Comment by CrendKing
3 days ago
Why can't Cargo have a system like PyPI where library author uploads compiled binary (even with their specific flags) for each rust version/platform combination, and if said binary is missing for certain combination, fallback to local compile? Imagine `cargo publish` handle the compile+upload task, and crates.io be changed to also host binaries.
> Why can't Cargo have a system like PyPI where library author uploads compiled binary
Unless you have perfect reproducible builds, this is a security nightmare. Source code can be reviewed (and there are even projects to share databases of already reviewed Rust crates; IIRC, both Mozilla and Google have public repositories with their lists), but it's much harder to review a binary, unless you can reproducibly recreate it from the corresponding source code.
Yet other ecosystems handle it just fine, regardless of security concerns, by having signed artifacts and configurable hosting as an option.
> Unless you have perfect reproducible builds
Or a trusted build server doing the builds. There is a build-bot building almost every Rust crate already for docs.rs.
docs.rs is just barely viable because it only has to build crates once (for one set of features, one target platform etc.).
What you propose would 1) have to build each create for at least the 8 Tier 1 targets, if not also the 91 Tier 2 targets. That would be either 8 or 99 binaries already.
Then consider that it's difficult to anticipate which feature combinations a user will need. For example, the tokio crate has 14 features [1]. Any combination of 14 different features gives 2^14 = 16384 possible configurations that would all need to be built. Now to be fair, these feature choices are not completely independent, e.g. the "full" feature selects a bunch of other features. Taking these options out, I'm guessing that we will end up with (ballpark) 5000 reasonable configurations. Multiply that by the number of build targets, and we will need to build either 40000 (Tier 1 only) or 495000 binaries for just this one crate.
Now consider on top that the interface of dependency crates can change between versions, so the tokio crate would either have to pin exact dependency versions (which would be DLL hell and therefore version locking is not commonly used for Rust libraries) or otherwise we need to build the tokio crate separately for each dependency version change that is ABI-incompatible somewhere. But even without that, storing tens of thousands of compiled variants is very clearly untenable.
Rust has very clearly chosen the path of "pay only for what you use", which is why all these library features exist in the first place. But because they do, offering prebuilt artifacts is not viable at scale.
[1] https://github.com/tokio-rs/tokio/blob/master/tokio/Cargo.to...
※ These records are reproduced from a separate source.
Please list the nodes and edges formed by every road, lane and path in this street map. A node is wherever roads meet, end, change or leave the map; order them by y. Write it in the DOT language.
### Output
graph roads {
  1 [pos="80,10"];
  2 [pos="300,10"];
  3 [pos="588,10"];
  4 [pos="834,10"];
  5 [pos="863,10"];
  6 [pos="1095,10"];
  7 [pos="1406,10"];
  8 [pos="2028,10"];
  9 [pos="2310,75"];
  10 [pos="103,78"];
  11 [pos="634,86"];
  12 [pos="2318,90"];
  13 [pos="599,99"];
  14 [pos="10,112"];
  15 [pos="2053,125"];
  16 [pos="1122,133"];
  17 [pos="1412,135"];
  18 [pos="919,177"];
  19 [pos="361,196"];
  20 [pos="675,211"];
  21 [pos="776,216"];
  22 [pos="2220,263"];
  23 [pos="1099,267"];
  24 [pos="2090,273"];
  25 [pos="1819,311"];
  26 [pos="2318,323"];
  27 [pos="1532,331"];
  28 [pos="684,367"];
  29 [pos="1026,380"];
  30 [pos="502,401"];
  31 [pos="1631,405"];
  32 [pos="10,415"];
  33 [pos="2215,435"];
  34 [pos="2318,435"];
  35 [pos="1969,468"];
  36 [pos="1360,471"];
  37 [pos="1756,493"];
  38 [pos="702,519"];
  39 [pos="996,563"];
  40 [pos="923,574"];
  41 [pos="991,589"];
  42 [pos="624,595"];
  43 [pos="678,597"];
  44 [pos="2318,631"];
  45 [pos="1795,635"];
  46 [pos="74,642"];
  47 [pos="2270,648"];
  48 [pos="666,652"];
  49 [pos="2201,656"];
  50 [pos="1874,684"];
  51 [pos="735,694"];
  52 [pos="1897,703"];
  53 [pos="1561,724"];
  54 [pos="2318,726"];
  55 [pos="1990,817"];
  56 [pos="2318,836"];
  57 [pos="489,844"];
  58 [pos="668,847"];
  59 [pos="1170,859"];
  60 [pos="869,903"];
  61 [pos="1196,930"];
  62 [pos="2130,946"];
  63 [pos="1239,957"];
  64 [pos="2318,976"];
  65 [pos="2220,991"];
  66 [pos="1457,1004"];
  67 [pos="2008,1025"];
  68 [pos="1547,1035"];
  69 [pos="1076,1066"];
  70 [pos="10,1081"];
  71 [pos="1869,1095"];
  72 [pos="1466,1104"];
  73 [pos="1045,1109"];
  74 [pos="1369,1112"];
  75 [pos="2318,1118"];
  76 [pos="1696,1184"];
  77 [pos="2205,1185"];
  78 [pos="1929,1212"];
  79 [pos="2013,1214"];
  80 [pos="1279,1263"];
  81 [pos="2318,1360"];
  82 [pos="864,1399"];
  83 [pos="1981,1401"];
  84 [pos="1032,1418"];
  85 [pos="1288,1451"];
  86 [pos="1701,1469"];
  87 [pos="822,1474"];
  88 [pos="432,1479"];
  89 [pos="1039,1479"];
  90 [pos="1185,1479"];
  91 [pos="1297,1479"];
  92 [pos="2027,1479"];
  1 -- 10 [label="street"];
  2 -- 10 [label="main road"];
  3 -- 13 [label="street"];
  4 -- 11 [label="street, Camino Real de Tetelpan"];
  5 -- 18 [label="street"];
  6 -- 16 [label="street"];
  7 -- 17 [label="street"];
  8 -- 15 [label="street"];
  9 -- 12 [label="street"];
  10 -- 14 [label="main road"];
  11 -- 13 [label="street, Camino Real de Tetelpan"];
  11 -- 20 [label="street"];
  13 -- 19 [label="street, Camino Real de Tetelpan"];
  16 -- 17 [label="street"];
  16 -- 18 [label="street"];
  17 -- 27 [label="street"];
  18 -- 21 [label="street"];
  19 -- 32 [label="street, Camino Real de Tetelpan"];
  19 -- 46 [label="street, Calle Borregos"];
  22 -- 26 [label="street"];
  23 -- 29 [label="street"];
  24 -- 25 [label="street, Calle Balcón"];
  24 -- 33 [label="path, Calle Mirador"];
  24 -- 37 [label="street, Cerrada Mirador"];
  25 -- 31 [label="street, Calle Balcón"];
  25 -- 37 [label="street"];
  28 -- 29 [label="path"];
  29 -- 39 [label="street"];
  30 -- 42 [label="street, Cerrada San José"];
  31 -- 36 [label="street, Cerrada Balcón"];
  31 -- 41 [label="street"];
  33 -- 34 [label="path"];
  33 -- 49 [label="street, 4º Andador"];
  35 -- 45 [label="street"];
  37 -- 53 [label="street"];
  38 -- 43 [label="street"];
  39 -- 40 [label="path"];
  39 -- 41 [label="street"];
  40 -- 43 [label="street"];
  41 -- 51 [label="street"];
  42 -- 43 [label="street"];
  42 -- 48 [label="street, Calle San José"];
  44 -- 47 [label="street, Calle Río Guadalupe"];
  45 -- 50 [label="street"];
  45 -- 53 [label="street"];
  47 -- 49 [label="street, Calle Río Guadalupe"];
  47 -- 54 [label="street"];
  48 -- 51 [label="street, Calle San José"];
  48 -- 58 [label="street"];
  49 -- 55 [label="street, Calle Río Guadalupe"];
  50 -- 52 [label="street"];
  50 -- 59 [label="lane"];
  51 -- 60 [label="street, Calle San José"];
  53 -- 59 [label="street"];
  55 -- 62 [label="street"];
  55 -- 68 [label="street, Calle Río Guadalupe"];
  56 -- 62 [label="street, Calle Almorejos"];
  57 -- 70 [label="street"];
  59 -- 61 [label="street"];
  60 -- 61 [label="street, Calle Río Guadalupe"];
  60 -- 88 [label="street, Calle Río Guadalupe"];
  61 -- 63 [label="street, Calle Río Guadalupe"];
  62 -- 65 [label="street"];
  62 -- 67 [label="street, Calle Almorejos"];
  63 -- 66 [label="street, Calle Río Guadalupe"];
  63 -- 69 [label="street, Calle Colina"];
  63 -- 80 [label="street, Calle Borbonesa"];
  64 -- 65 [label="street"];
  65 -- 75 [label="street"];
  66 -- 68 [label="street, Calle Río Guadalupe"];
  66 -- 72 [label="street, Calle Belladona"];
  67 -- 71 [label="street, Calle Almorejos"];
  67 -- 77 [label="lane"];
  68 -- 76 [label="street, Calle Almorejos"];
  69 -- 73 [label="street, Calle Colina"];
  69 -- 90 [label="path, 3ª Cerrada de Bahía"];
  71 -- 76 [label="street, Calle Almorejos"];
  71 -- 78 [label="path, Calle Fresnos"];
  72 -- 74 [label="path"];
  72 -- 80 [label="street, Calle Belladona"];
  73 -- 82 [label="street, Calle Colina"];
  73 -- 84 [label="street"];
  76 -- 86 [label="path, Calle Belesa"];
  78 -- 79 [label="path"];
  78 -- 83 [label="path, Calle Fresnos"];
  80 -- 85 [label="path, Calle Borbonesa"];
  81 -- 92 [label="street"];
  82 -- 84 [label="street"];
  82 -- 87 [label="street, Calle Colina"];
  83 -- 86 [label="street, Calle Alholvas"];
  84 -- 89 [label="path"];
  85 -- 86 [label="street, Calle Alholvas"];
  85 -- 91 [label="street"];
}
I don’t think it’s that much of a security nightmare: the basic trust assumption that people make about the packaging ecosystem (that they trust their upstreams) remains the same whether they pull source or binaries.
I think the bigger issues are probably stability and size: no stable ABI combined with Rust’s current release cadence means that every package would essentially need to be rebuilt every six weeks. That’s a lot of churn and a lot of extra index space.
If you have reproducible builds it's no different. Without those binaries are a nightmare in that you can't easily link a given binary back to a given source snapshot. Deciding to trust my upstream is all well and good but if it's literally impossible to audit them that's not a good situation to be in.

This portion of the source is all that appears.